Abstract: Although bortezomib-melphalan-prednisone (VMP) therapy is a well-established standard treatment for patients with multiple myeloma (MM) who are ineligible for high-dose therapy, it is not clear whether very elderly patients should be treated with VMP, considering the toxicities. The purpose of this case-control study was to compare the efficacy of VMP versus melphalan-prednisone or cyclophosphamide-prednisone (MP/CP) as initial therapy for very elderly patients. We retrospectively studied 202 patients aged 75 years or older with newly diagnosed multiple myeloma between March 2007 and February 2015. One-hundred twenty two patients received VMP and eighty patients received MP/CP regimen were enrolled from 13 institutions throughout Korea.
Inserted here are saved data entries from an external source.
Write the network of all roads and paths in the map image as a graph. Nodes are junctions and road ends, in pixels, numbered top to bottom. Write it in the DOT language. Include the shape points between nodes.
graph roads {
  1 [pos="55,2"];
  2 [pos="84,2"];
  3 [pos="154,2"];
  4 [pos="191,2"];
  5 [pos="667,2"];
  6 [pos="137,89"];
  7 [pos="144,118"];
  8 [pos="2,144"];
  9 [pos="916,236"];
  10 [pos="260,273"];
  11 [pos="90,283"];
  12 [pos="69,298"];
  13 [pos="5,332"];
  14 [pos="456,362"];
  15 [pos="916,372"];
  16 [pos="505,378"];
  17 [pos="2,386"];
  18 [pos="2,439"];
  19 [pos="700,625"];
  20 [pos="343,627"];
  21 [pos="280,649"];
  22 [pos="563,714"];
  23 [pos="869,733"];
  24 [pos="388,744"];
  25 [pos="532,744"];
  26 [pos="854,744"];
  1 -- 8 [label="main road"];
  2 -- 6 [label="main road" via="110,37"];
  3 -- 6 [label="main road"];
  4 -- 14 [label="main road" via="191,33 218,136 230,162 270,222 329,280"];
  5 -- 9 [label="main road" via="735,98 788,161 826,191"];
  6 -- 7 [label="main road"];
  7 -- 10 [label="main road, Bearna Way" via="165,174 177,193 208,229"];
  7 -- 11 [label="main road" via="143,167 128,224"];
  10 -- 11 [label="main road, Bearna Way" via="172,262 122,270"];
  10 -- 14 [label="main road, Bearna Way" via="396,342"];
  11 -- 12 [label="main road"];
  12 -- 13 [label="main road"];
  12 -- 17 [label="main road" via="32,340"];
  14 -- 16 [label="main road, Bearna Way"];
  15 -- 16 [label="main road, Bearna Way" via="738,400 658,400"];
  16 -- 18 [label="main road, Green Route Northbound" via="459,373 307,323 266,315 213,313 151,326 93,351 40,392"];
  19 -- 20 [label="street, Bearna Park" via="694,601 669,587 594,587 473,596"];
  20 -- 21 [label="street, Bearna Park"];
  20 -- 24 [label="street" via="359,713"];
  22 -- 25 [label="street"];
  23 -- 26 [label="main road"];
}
Patient characteristics were comparable in these two groups. Overall response rate was 69.7% in VMP patients and 47.5% in MP/CP patients (P=0.002). Complete response rate was 24.6% in VMP patients and 10% in MP/CP patients (P=0.005). After a median follow-up for survivors of 28.4 months, progression-free survival was significantly different between the two groups (median 21.0 vs. 11.9 months in VMP and MP/CP group, respectively, P=0.037). Overall survival was also significantly different between the two groups (median 34.6 vs. 27.8 months in VMP and MP/CP group, respectively, P= 0.023). Hematologic grade 3-4 toxicities were more common with VMP (anemia: 29.1% vs 15.3%, P=0.077; thrombocytopenia: 39.3% vs. 15.3%, P 〈 0.001). Grade 2-4 diarrhea (22.5% vs. 2.8%, P = 0.001), vomiting (13.7% vs. 1.4%, P = 0.011), and peripheral sensory neuropathy (35.3% vs. 4.2%, P 〈 0.001) were also more common with VMP. Despite the presence of age-related comorbidities, VMP therapy was associated with modest toxicity, a better response rate and prolonged survival, supporting the use of this effective combination as frontline therapy for very elderly patients with MM. Disclosures Lee: Amgen: Membership on an entity's Board of Directors or advisory committees. Kim:Celltrion, Inc.: Research Funding.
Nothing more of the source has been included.